Le soutien des institutions à l’industrie du jeu vidéo
Compte-rendu et synthèse des entretiens
Par l’intérmédiaire du CNC, de l’Union Européenne, et des collectivités locales, la France soutient activement l’industrie du jeu vidéo, après des années de vaches maigres au début des années 2000, qui ont failli détruire le secteur dans le pays. La création de l’ENJMIN, l'École Nationale du Jeu et des Médias Interactifs et Numériques en 2005, a été un symbole de ce soutien institutionnel nouveau.
Les subventions à l’industrie du jeu vidéo
Le Conseil National du Cinéma
Les subventions, le CNC en donne, l’Europe en donne, les régions en donnent. La France n’est pas avare de subventions.

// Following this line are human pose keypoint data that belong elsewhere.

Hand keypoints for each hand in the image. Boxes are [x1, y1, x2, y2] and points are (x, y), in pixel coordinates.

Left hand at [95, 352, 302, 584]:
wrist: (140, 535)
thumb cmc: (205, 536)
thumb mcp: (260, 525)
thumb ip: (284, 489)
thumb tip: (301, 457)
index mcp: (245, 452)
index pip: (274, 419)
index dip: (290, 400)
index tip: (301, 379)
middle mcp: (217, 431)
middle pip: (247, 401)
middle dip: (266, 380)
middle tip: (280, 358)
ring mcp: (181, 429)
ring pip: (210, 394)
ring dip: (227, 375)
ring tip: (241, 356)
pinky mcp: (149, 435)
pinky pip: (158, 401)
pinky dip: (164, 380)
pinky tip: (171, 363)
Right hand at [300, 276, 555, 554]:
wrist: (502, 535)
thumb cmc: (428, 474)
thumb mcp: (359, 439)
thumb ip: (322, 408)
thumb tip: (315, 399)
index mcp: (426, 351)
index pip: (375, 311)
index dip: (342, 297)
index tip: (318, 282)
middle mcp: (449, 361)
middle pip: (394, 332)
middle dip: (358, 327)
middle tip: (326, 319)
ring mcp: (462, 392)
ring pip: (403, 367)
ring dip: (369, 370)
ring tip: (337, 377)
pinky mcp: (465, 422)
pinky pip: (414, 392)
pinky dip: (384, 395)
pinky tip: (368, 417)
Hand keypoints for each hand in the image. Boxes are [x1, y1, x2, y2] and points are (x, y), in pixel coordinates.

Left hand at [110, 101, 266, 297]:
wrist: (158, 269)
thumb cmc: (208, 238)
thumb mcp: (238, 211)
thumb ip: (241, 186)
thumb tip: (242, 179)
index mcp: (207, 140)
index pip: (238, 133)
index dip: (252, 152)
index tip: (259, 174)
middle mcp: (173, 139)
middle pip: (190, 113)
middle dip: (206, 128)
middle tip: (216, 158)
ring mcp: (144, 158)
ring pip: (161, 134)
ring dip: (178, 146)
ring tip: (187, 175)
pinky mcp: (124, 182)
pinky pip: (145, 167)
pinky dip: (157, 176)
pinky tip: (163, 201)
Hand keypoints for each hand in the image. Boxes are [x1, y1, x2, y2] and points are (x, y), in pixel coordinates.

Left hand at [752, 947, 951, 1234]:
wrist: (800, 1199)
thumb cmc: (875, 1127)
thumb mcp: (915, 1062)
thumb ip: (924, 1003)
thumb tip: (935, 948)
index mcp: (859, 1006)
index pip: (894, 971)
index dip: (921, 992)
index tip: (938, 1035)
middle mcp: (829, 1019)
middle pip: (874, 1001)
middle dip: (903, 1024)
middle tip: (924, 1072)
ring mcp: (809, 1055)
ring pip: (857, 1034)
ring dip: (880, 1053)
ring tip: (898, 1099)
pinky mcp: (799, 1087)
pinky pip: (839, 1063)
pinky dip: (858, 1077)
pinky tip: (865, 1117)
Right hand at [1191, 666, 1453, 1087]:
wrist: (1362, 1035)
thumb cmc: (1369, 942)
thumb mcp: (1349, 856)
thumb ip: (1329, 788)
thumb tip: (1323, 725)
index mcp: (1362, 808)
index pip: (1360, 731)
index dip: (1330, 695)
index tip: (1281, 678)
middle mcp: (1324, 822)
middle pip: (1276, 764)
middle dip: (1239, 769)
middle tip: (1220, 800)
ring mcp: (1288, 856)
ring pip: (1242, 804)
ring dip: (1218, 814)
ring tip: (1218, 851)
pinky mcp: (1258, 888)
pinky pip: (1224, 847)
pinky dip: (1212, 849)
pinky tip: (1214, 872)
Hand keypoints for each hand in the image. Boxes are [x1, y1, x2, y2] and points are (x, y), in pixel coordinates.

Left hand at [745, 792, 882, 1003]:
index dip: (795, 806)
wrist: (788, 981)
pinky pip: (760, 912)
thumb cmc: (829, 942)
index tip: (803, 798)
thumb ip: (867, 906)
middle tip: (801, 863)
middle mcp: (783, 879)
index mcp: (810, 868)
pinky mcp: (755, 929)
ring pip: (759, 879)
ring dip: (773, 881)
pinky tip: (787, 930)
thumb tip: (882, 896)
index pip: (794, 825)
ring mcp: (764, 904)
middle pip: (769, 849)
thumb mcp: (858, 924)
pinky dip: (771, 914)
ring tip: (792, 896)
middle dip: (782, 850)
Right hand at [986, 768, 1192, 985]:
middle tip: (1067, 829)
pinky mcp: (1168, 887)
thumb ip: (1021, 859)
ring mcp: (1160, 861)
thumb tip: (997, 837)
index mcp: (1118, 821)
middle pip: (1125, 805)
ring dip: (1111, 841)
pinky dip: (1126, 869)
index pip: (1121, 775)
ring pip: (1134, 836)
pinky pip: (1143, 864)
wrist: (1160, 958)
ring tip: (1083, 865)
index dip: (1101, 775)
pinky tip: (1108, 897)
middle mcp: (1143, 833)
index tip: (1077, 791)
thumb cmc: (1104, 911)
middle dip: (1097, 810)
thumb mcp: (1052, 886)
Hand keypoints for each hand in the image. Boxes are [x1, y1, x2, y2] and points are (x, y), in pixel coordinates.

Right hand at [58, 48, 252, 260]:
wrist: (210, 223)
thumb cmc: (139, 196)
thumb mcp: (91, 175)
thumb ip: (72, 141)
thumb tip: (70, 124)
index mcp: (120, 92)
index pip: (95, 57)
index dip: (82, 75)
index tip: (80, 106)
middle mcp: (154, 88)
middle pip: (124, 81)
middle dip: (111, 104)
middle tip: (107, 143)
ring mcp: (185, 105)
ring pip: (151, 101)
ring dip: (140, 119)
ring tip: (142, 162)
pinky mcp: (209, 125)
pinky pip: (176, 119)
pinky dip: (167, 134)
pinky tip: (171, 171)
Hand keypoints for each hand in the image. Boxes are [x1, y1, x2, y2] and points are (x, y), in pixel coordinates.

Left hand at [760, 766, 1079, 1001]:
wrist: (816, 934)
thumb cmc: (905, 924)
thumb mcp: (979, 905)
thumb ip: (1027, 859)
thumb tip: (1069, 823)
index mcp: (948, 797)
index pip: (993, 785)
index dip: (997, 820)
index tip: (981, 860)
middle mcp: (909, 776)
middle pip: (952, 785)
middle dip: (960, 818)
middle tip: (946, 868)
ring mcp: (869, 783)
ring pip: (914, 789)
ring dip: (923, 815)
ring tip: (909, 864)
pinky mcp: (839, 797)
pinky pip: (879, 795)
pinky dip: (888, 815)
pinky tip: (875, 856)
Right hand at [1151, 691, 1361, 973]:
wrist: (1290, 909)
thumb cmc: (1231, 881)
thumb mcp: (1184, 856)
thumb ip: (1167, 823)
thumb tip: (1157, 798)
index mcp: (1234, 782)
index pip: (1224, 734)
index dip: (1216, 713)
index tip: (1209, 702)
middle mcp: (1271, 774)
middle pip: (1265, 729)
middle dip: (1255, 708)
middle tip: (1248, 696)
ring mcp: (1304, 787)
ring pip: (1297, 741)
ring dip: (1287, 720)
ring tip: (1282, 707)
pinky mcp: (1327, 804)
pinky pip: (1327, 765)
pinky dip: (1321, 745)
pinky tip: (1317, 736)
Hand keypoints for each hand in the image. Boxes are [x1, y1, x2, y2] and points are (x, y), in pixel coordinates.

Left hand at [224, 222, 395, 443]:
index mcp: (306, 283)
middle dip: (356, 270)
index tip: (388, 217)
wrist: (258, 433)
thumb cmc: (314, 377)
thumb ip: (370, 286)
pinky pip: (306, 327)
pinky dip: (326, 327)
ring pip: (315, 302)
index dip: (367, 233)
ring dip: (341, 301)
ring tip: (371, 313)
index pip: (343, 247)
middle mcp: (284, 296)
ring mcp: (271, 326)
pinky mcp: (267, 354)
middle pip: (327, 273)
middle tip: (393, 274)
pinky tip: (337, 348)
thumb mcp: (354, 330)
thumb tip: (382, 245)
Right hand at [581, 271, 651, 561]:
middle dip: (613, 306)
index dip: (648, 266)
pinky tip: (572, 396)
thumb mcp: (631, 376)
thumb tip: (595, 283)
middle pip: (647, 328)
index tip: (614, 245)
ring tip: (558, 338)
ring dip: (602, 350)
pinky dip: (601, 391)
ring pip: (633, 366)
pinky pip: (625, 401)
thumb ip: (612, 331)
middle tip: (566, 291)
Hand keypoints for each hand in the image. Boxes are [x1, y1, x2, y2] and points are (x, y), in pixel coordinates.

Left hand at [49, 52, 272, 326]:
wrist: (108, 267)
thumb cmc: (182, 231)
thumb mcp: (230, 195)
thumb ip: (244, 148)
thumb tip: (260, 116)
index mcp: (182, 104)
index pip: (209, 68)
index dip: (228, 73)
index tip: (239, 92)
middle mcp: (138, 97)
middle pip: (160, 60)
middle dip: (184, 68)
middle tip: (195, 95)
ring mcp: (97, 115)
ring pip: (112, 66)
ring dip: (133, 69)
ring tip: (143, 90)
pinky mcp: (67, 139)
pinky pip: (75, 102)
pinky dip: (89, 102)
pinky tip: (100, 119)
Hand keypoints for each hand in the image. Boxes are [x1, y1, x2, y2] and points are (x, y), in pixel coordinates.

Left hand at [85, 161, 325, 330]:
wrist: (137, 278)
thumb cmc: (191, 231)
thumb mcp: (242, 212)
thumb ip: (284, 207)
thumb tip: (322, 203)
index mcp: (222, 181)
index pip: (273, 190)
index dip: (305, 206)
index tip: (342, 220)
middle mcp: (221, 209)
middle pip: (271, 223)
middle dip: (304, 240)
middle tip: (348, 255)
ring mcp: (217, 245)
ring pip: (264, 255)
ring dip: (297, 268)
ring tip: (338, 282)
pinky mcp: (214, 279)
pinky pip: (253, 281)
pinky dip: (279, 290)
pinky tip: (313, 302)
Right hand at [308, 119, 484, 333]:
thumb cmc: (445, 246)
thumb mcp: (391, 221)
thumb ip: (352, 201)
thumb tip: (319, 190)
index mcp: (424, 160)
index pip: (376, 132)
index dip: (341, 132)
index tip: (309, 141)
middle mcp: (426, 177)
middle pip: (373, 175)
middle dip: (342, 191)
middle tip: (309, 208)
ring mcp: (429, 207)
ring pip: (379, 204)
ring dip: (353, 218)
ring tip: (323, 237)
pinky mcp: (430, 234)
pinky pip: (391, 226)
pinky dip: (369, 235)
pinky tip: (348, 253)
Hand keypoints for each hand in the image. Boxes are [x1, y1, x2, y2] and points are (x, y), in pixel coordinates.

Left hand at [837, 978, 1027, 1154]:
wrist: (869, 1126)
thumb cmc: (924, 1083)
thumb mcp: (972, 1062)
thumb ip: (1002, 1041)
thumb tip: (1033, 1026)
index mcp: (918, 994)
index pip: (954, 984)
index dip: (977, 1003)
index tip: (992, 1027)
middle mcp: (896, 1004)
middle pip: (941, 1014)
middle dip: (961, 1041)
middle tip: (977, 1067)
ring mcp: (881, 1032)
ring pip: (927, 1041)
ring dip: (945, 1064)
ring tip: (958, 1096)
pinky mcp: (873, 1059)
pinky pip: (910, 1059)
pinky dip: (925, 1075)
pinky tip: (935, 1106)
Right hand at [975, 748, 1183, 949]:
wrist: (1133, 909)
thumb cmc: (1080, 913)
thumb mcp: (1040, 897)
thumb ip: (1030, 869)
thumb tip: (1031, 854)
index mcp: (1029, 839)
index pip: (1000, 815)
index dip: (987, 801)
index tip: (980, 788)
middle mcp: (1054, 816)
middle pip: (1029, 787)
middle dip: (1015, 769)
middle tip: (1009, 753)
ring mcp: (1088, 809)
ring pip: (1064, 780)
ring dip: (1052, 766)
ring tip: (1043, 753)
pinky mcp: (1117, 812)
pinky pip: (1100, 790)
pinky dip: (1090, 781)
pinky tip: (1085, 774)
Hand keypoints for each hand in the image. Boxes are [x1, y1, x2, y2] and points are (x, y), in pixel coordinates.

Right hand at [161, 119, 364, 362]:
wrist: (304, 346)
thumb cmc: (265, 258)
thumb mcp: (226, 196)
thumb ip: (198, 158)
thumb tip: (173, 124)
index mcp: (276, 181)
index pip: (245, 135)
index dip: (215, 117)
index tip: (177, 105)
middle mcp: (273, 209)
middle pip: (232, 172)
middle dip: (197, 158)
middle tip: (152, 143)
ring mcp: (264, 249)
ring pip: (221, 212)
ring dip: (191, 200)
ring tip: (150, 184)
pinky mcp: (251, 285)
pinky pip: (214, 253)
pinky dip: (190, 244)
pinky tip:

Le soutien économique de l’Etat français à l’industrie du jeu vidéo provient principalement des aides du CNC. Celles-ci sont aujourd’hui indispensables à tous les studios de développement de petite et moyenne tailles, et leur permettent de survivre en France, sans songer à s’expatrier dans des pays plus avantageux fiscalement - malgré un délai d’attribution souvent très long, de plus de 6 mois, peu cohérent avec les vitesses de fonctionnement du secteur. Le CNC soutient aujourd’hui la production à hauteur de 20% via un crédit d’impôt, et rajoute également des aides pouvant aller jusqu’à 400 000€. Des aides juridictionnelles et opérationnelles sont également proposées. Le fonds européen Europe Média Créative est inspiré du système français et propose de même des subventions. Les collectivités locales, les régions, les pôles de compétitivité complètent le système de financement : par exemple, le pôle de compétitivité francilien Cap Digital comporte en son sein une structure de financement du jeu vidéo Capitale Game.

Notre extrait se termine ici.